Я иду и ответить не знаю чего. В голове всё спуталось.
Батюшки, думаю, ведь она ему мать, а мне-то, мне-то дочь!
Идём мы с Егором, хромым чёртом, домой, а мысли всякие меня одолевают.
— Ой, — говорю, — как нескладно всё вышло! Человека с места стронули, в расход ввели, нельзя теперь на попятную идти. Как Степану в глаза смотреть?
— Ничего, — говорит Егор и по своей привычке ухмыляется, — потратил он не последнее… Чего горевать! А Козловке он ещё больше должен.
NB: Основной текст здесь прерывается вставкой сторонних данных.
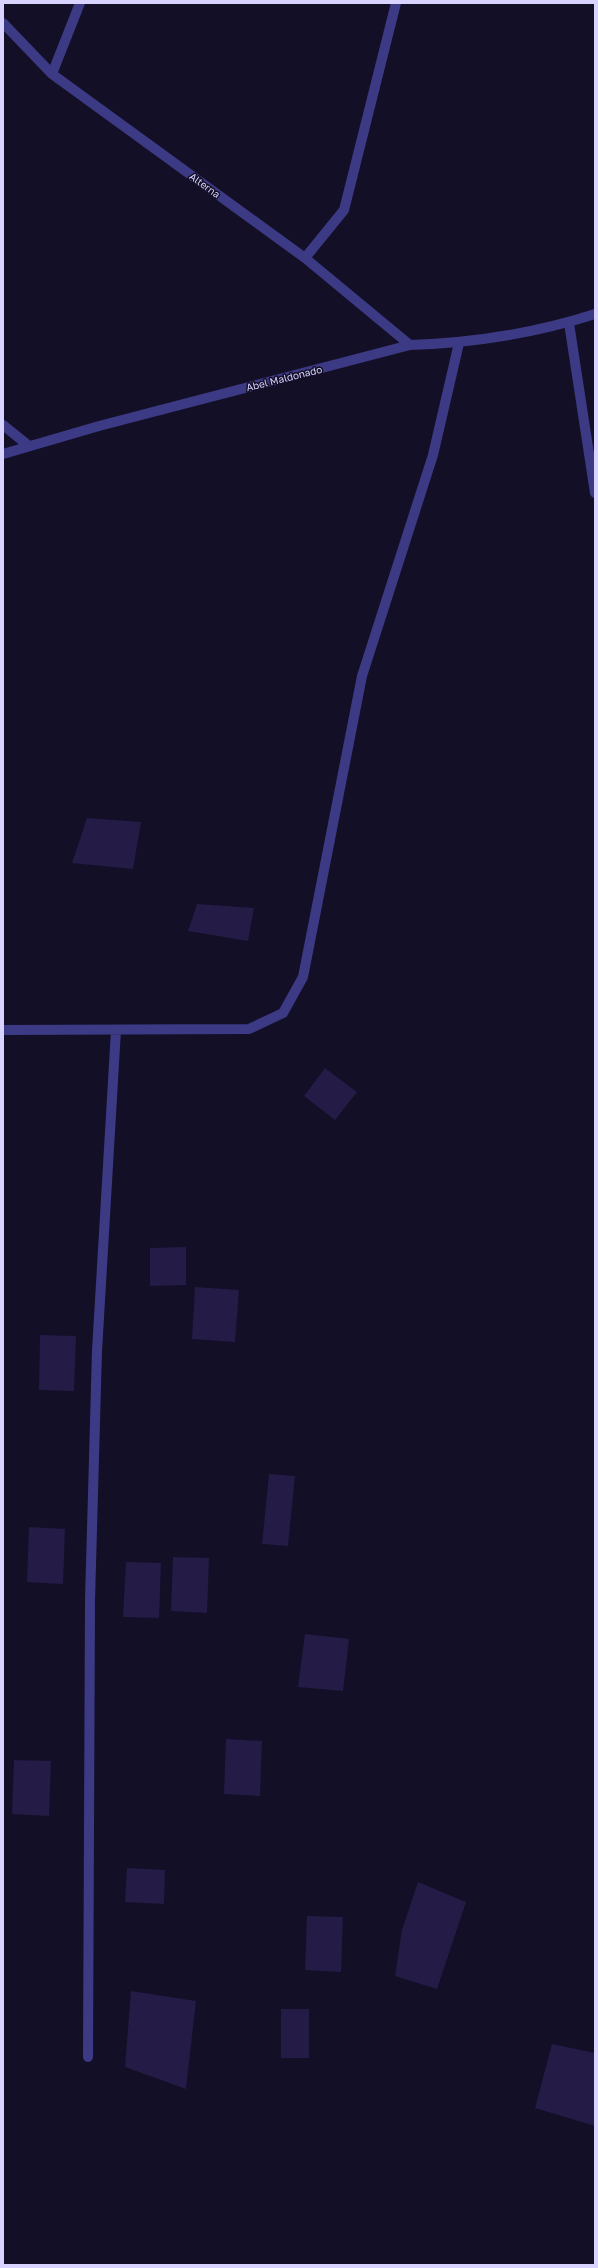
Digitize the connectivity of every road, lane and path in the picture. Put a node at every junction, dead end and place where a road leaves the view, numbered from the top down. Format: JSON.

За всю жизнь не расплатится.
Вон как, хитрый чёрт, рассудил! И вправду, что сидит на своей угольнице в дыму, а голова ясная.
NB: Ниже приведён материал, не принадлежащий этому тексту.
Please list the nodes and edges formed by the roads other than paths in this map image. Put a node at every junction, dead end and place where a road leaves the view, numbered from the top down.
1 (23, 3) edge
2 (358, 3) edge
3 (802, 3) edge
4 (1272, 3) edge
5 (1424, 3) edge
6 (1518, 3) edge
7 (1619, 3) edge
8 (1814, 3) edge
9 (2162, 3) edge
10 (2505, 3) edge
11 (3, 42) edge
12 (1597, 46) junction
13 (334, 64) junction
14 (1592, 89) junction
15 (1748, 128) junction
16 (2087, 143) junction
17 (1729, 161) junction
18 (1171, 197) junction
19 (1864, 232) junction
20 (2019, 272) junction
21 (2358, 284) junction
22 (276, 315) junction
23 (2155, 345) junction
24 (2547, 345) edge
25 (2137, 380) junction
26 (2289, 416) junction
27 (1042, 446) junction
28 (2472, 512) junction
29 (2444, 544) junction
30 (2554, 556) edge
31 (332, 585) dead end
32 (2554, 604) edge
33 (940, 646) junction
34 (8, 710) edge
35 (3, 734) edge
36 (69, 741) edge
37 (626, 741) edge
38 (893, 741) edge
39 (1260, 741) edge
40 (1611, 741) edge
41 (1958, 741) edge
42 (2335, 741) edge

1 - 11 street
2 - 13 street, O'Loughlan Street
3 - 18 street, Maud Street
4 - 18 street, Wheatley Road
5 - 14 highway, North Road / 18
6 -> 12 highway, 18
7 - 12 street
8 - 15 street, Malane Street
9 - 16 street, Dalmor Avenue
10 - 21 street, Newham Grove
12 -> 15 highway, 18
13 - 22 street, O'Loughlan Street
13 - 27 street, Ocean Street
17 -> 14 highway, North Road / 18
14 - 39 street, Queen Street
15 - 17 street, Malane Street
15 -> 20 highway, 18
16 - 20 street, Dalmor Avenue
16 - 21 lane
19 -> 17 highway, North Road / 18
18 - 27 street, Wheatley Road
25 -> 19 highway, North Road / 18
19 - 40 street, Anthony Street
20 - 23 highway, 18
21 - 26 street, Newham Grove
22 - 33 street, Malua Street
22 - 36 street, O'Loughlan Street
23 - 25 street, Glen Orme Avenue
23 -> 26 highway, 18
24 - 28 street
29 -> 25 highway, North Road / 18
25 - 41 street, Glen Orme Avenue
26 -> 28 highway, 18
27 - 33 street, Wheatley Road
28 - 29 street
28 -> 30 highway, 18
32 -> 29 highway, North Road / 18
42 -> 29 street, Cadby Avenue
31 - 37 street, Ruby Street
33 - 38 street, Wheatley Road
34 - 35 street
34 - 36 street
Как вернулись в избу, гляжу — гулянка затухает. Кто без меня домой ушёл, кто возле стола, локтем в тарелку попавши, последнее договаривает. Бабы на уголке собрались, чай пьют. Ах ты батюшки, а я конфет не дала привезённых…
Степан на диване с Колюшкой. За плечи обнял, чего-то уговаривает… Рядом Толька Чичков встревает, Николая за рукав дёргает. Степан сердится, будто бы кто от его куска отщипывает. Того и гляди — тявкнет, а то и хватанёт.
Некоторые уходить собрались. Прощаются, благодарят.
Я прощаюсь и, конечно, говорю:
— Спасибо, что пришли, спасибо. Приходите завтра с утра. Ещё много осталось…
Прощаться-то я прощаюсь, а сама Нинку со всех глаз высматриваю. Очень уж мне любопытно всё это. Как бы, думаю, разузнать поточнее. К моему-то и подходить нечего. Известное дело, ничего не скажет, а с ней, может, словечко-другое сказать — и прояснится.
Гляжу, нет её нигде. И Николай слушает вполуха, а сам озирается.
Потом вырвался от Степана, за дверь — и пропал.
Я к бабам подсела, и Степан к нам. Разговор, что был, сразу пропал, вроде как чужой появился. Только и слышишь, как на чай дуют.
А я как на Степана взгляну, так и сомнение берёт. Ой, надо ехать, думаю, ой, надо! Что ж это я, совсем голову потеряла? То ехать, то не ехать, то опять ехать… Закружилась. Махнула я тогда рукой — пусть будет как будет…
Путятинских я ночевать оставила. Куда им ночью-то идти. Постелила на полу.
Улеглись все, захрапели. Илюшка с гармоникой так и не расстался, в головах поставил. Как захрапит, захрапит, аж в гармонии что-то отзывается…
Степану я на диване постелила. Слышу, не спит, ворочается. Пружины так и хрустят. Задели его мужики за живое…
Потом Николай тихонько пришёл. Я дыхание притаила. Разделся не спеша, рядом с Илюшкой пристроился и сей же час ноги к подбородку. С детства по-другому спать не умеет.
Ну, думаю, так и будем все трое по разным углам лежать и вздыхать каждый об своём. Только Колюшка дёрнулся разок-другой с устатка и задышал вольно.
Степан тоже повернулся, вздохнул напоследок и стал путятинским подхрапывать, одна я не сплю. Чего, думаю, зря засыпать, скоро всё равно на телятник идти…
Поднялась потихоньку. Ночь лунная выпала, в избе как днём видать. Смотрю, и душа радуется. Разметались во сне мои мужики, раскинули руки, только груди ходят, и такой страшный храп стоит, что рюмки на столе звенят.